These objective reports confirm that the GOSL forces were not bent on bombing the Tamil civilians, locked by Prabhakaran inside his self-serving human shield, into the Stone Age. Besides, in the last stages there was undoubtedly a positive result that worked for the Tamil civilians: it was the retaliatory fire-power of the Forces that weakened the resistance of the LTTE and enabled the Tamil civilians to vote with their feet and run away from the grip of Prabhakaran. If the final offensive was not launched the Tamil civilians would still be prisoners of Prabhakaran with the I/NGO’s and other moralists blaming the GOSL for not negotiating a peace with intransigent Prabhakaran.

On any cost-benefit ratio it can be argued that the gains of ending the war in May 2009 saved more lives than halting it to save the lives sacrificed in ending the war. In any case, halting the war to save the lives would not have resulted in peace or saving lives for the simple reason that militaristic Prabhhakaran would never have accepted defeat in the battlefield and agreed to play second fiddle within a united Sri Lanka. Nor could he survive in non-violent, competitive politics in the democratic mainstream. As revealed in his past, from the time he killed Alfred Duraiyappah in 1975, he could maintain his authoritarian style of governing only on violence.

Clearly, the claims of saving lives by halting the last offensive would never have materialised as long as belligerent Prabhakaran was alive. At best it could have only postponed the inevitable show down where both sides would fight to a finish. The military situation had a reached a decisive peak and neither side was in the mood to return to barracks. What happened on the banks of Nandikadal is what has happened in all wars and what will continue to happen in all future wars. Irrespective of the pieties declared in the UN Charter, Geneva Conventions, R2P, the Treaty of Rome, and other instruments of peace nothing has contained the intensity of wars in the last stages and nothing is likely to do so. That is the inescapable law of war. So when US, India, I/NGOs, Tamil diaspora accuse GOSL of violating international humanitarian law in defeating terrorism they are resorting to the usual humbuggery of telling Sri Lanka not to do what they do but to do what they say.

 The only way to avoid such a catastrophic end is not to launch wars which the Jaffna Tamil leadership did in 1976. After all wars are waged to achieve what can’t be achieved through non-violent means. And if the war-mongers and their abettors fail to achieve their declared objectives through organised violence (i.e., war) who should be held responsible for the carnage? And also how fair is it to draw the ethics and the judgments by limiting the violence of a 33-year-old war to just five months?
 
 Probing the two questions stated above could go a long way to find the answers to peace, justice, reconciliation and the ethics of Vadukoddai violence.
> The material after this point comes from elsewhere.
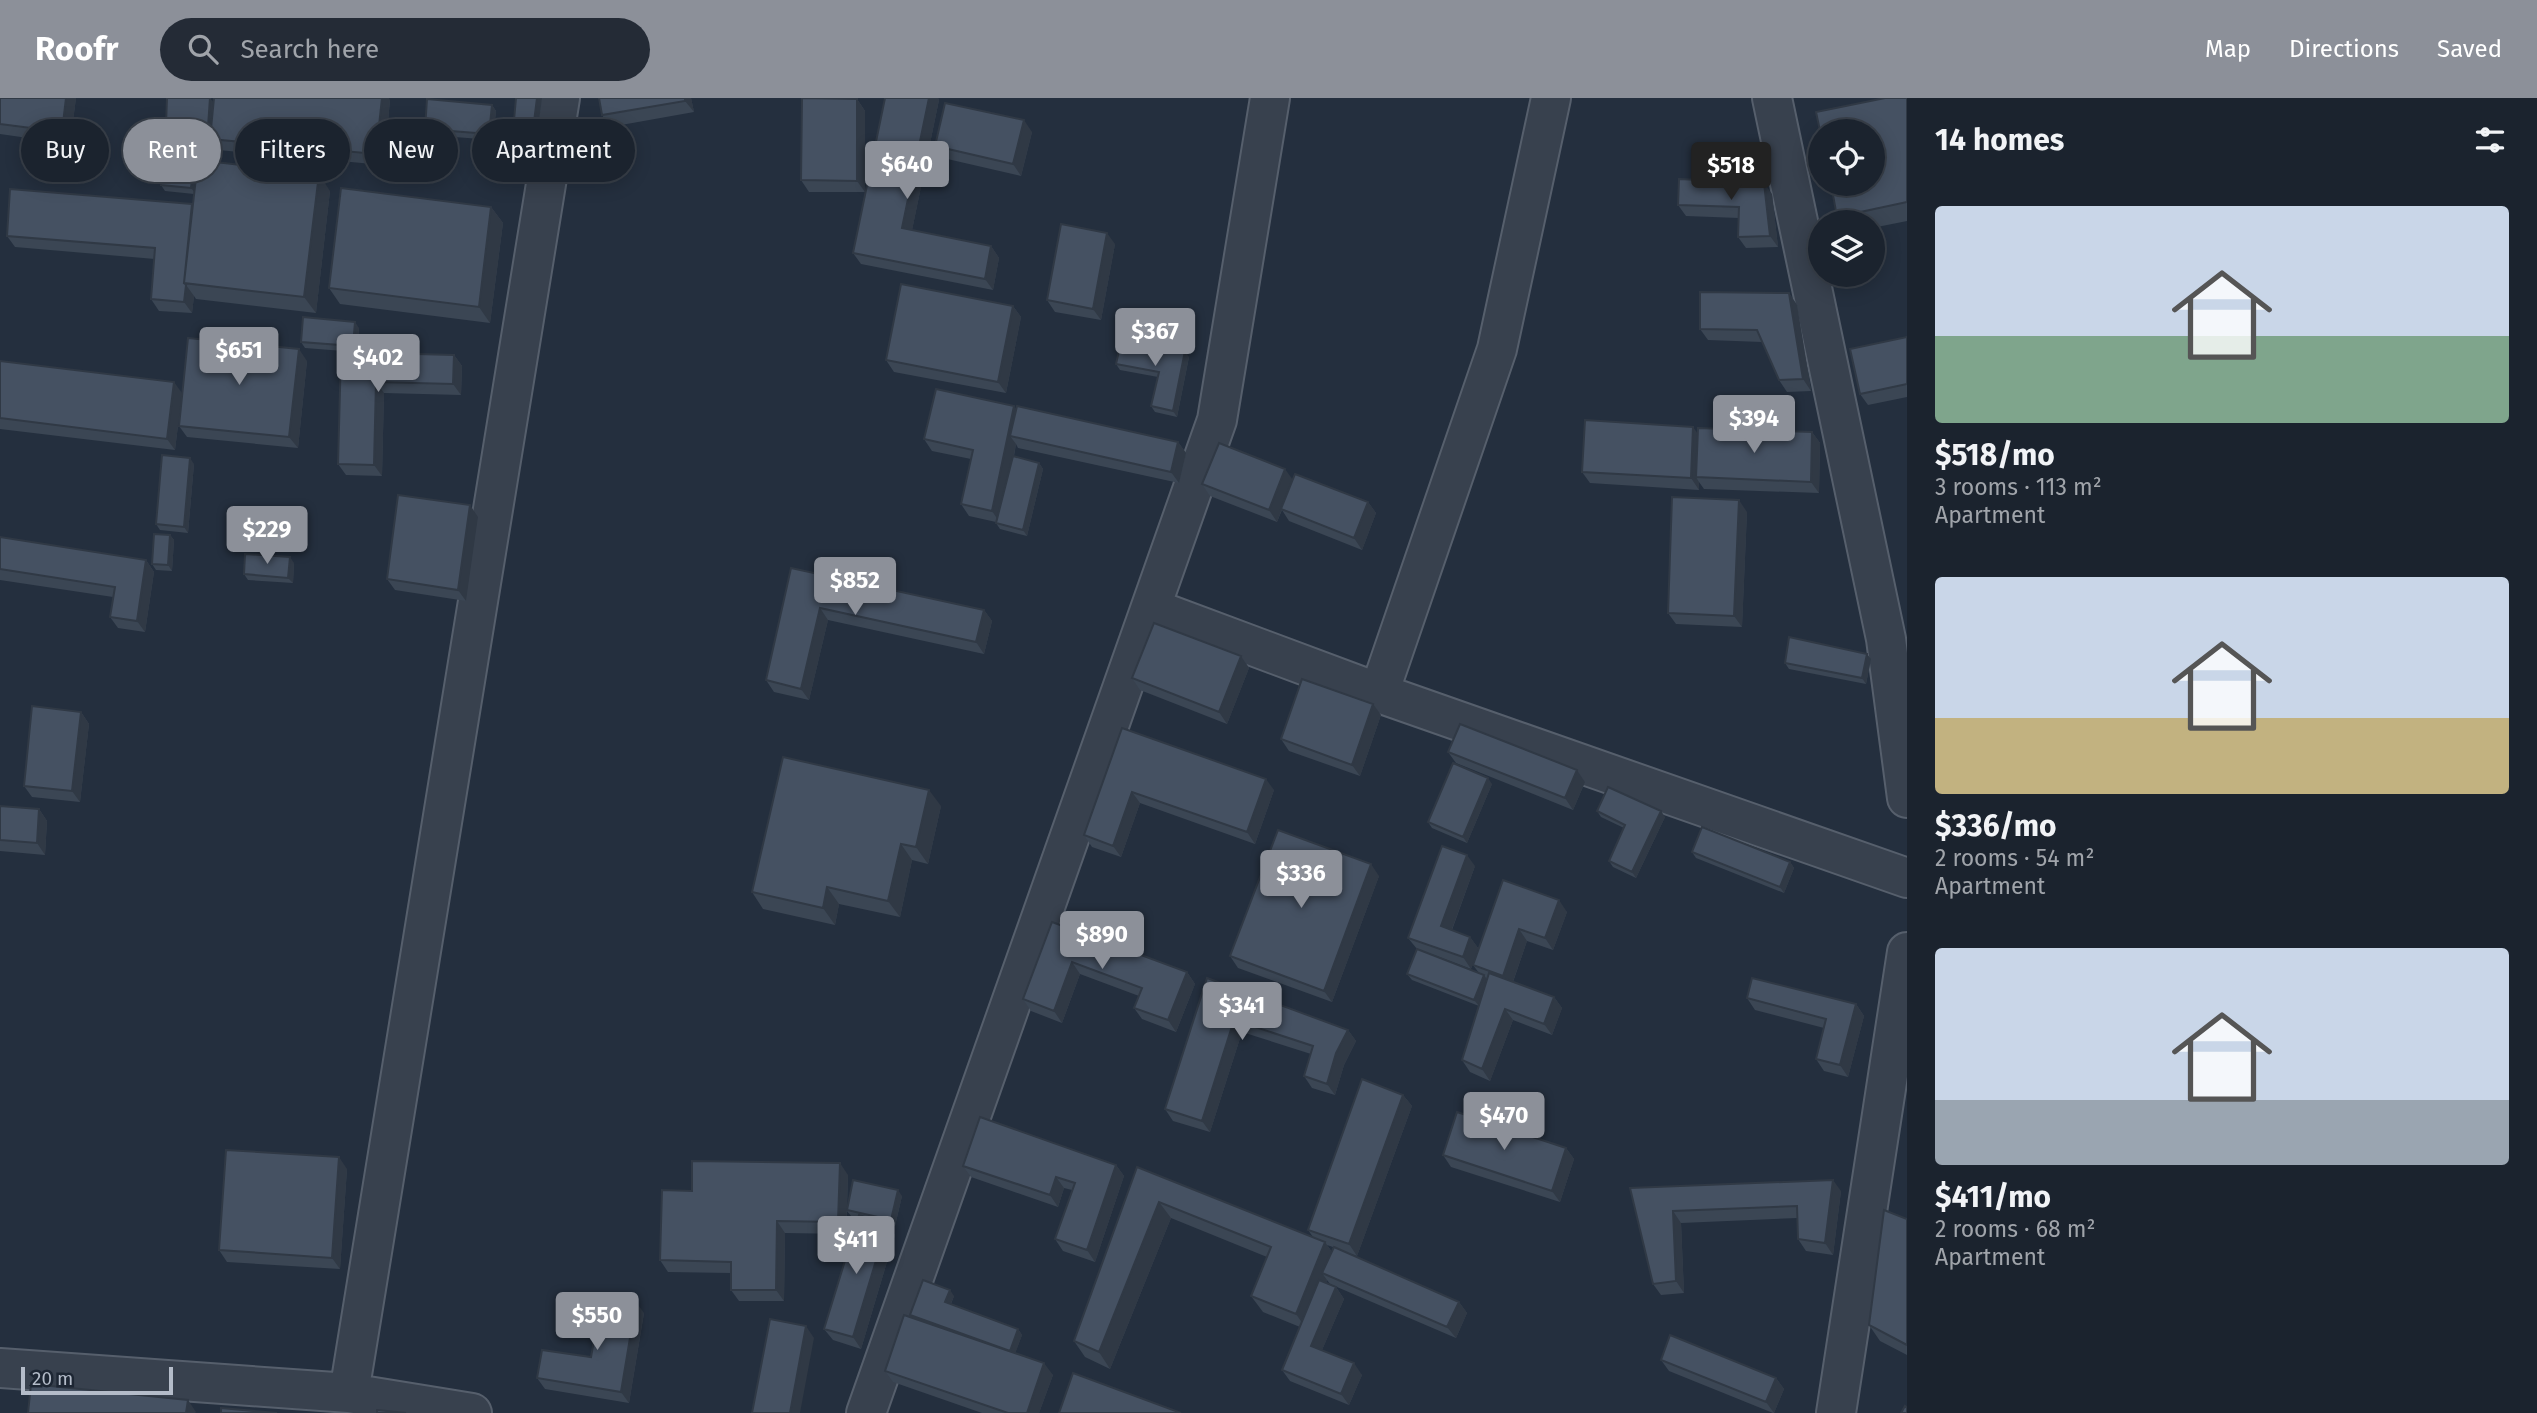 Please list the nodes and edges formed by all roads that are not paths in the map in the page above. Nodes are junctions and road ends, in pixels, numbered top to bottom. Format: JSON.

Of course, such a quest cannot be confined to the last five months of the war, starting from January 2009 to May 2009. But that is precisely what has happened in the post-Nandikadal politics cranked up by the high priests of morality in the I/NGOs and their paymasters in the anti-Sri Lankan Western governments. All relevant issues, together with the violence of the 33-year-old war, have been brushed aside and the issue of violence in the last five months alone has been raised within days of ending the war as if the preceding years of war were conducted by angels sitting on pin heads.
 
 After his role in the UNHRC in 2009 Dayan mission subsequently should have been to confront the issue of ethics in violence of the 33-year-old war confined to five months. The issue of violence in the last five months has been over-rated, exaggerated and blown out of proportion as if no other war had ever escalated violence in the last stages. Dayan could have rendered a great service to scholarship alone had he shone his searchlight on this critical issue and clarified the ethical content that has kicked up so much dust internationally.
 
 Regretfully, he either skips or pussyfoots around the historical roots of the violent path taken by the Jaffna leadership, at a time when they were still in the democratic mainstream, hanging on to their seats in the Parliament, with one foot in the “Sinhala governments” and the other foot in the Vadukoddai violence. The path was always open for the Jaffna Tamil elite to follow the pragmatic leadership of the other two Tamil-speaking communities — the Muslims and Indian Tamils — eschewing mono-ethnic extremism and negotiating their way non-violently to resolve differences with the majority Sinhalese, avoiding the bloody Vadukoddai route.
 
 Dayan too agrees that “there is a need for conceptual clarity on these different, yet intersecting, forms of political violence of non-state-actors.” (p.2), Unfortunately, instead of going directly into the roots of Vadukoddai violence he goes to dissect hairs of terrorism and liberation movements and gets lost in “treating terrorism as either a problem of criminal law or a problem law of war.” As usuay he tends to box Sri Lanka in Western categories without analysing the crisis within the Sri Lanka context. This is like Mao writing his famous Hunan report on the conditions of the farms in Yorkshire without going deep into the prevailing Chinese realities. Mao’s opening line reads: “During my recent visit to Hunan I made a first-hand investigation of conditions in the five counties of Hsiangtan, Hsianghsiang, Hengshan, Liling and Changsha.” Dayan talks of the interventions he made in Paris and elsewhere in debates with foreign lecturers etc. Mao, of course, was at an advantage because he never went out of China like Chou En-lai etc.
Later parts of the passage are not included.